Benazepril, brand name Lotensin, belongs to the class of drugs known as angiotensin-converting enzyme (ACE) inhibitors and is used primarily to lower high blood pressure (hypertension). This drug can also be used in the treatment of congestive heart failure and type II diabetes. Benazepril is a prodrug which, following oral administration, undergoes biotransformation in vivo into its active form benazeprilat via cleavage of its ester group by the liver. Angiotensin-converting enzyme (ACE) is a component of the body's renin–angiotensin–aldosterone system (RAAS) and cleaves inactive angiotensin I into the active vasoconstrictor angiotensin II. ACE (or kininase II) also degrades the potent vasodilator bradykinin. Consequently, ACE inhibitors decrease angiotensin II concentrations and increase bradykinin concentrations resulting in blood vessel dilation and thereby lowering blood pressure.

Docetaxel, a semisynthetic analogue of paclitaxel, is an anticancer agent classified as a microtubule-stabilizing agent. Similar to paclitaxel, it exerts cell killing effects by disrupting mitosis in dividing cells. Microtubules are made up of α- and β- tubulin heterodimers arranged head to tail and assembled to form a cylinder. Microtubules possess complex polymerization dynamics that are essential for movement of chromosomes and proper segregation of daughter cells during mitosis. Docetaxel binds directly to the inner surface of β-subunits along the length of microtubules. Binding is thought to induce a conformational change in tubulin that increases its affinity for neighbouring molecules. At sufficiently high concentrations, docetaxel can bind to β-tubulin in a one to one ratio and stimulate microtubule polymerization. At lower clinically relevant drug concentrations, docetaxel stabilizes microtubules and prohibits further polymerization and depolymerization. Suppression of microtubule dynamics may prevent chromosomes from moving from the spindle poles to the metaphase plate slowing or preventing progression from metaphase to anaphase. Cells enter a state of mitotic arrest from which they may progress to one of several fates. The tetraploid cell may undergo unequal cell division producing aneuploid daughter cells. Alternatively, it may exit the cell cycle without undergoing cell division, a process termed mitotic slippage or adaptation. These cells may continue progressing through the cell cycle as tetraploid cells (Adaptation I), may exit G1 phase and undergo apoptosis or senescence (Adaption II), or may escape to G1 and undergo apoptosis during interphase (Adaptation III). Another possibility is cell death during mitotic arrest. Alternatively, mitotic catastrophe may occur causing cell death. Docetaxel is susceptible to cellular drug resistance caused by drug efflux via a number of multidrug resistance-associated proteins.

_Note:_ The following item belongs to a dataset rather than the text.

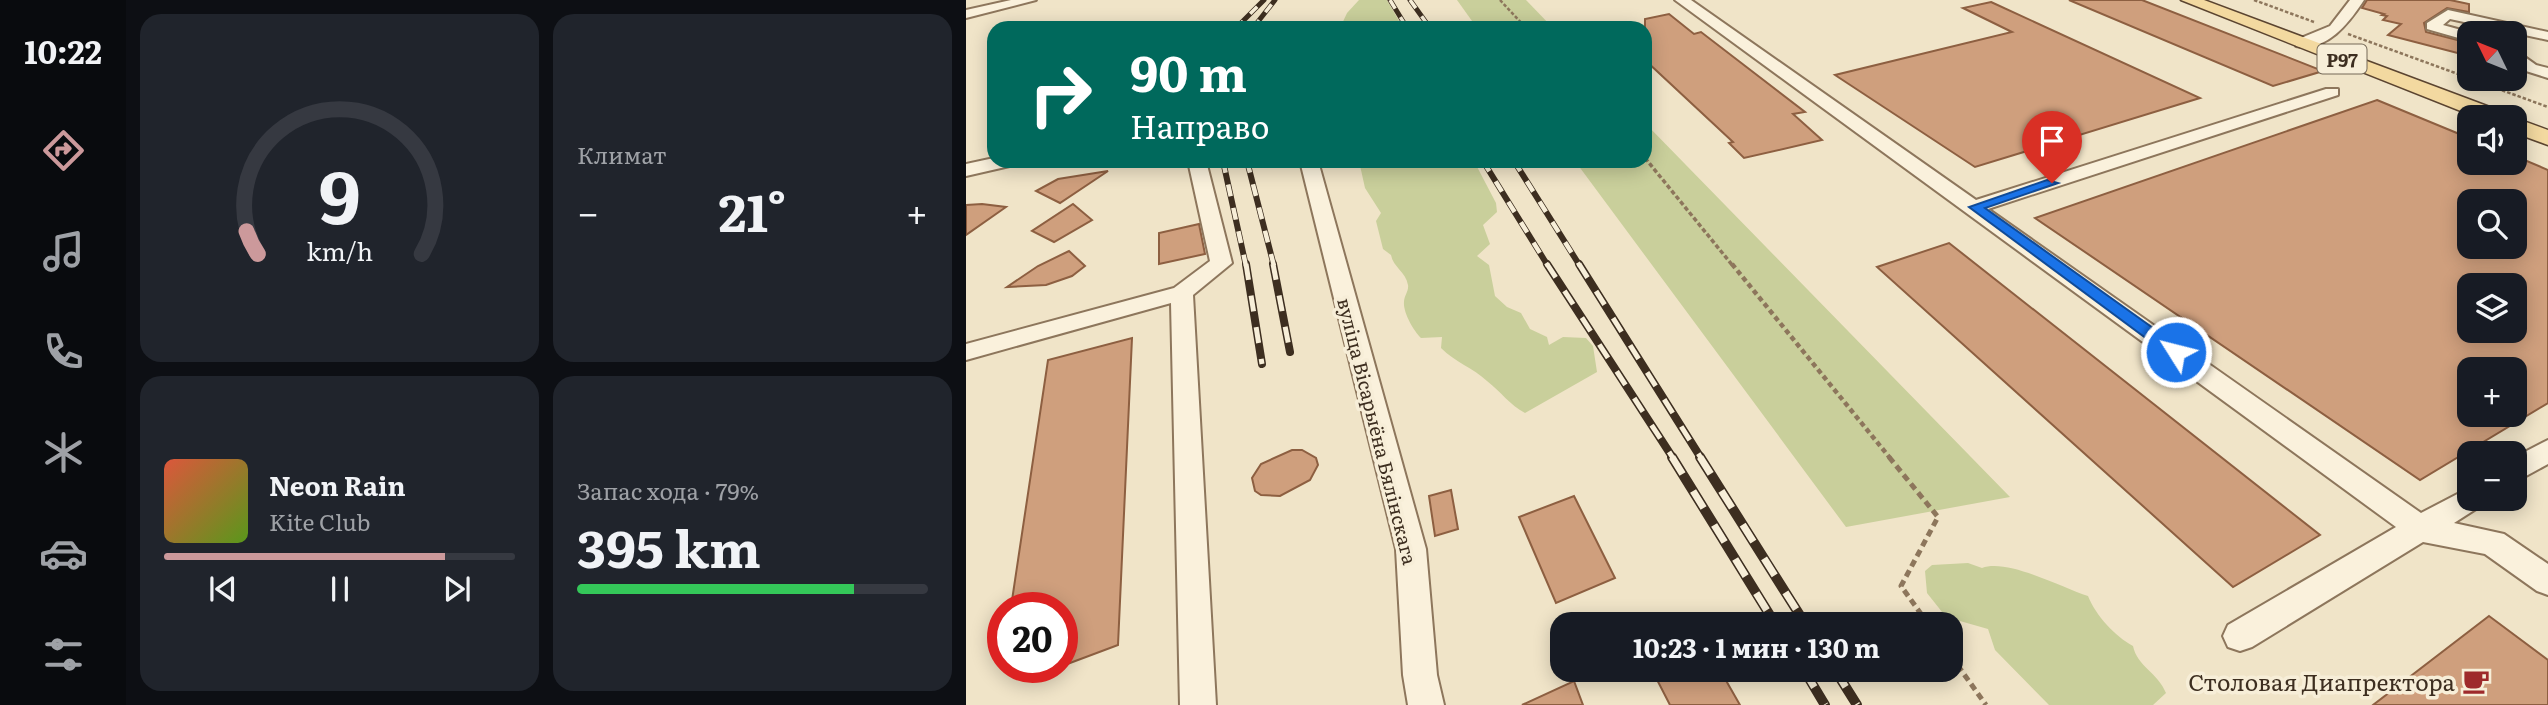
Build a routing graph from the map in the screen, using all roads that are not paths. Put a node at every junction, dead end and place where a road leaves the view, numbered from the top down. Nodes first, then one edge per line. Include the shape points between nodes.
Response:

Proparacaine exerts its local anaesthetic effect by blocking voltage-gated sodium channels in peripheral neurons. Proparacaine diffuses across the neuronal plasma membrane in its uncharged base form. Once inside the cytoplasm, it is protonated and this protonated form enters and blocks the pore of the voltage-gated sodium channel from the cytoplasmic side. For this to happen, the sodium channel must first become active so that so that gating mechanism is in the open state. Therefore proparacaine preferentially inhibits neurons that are actively firing.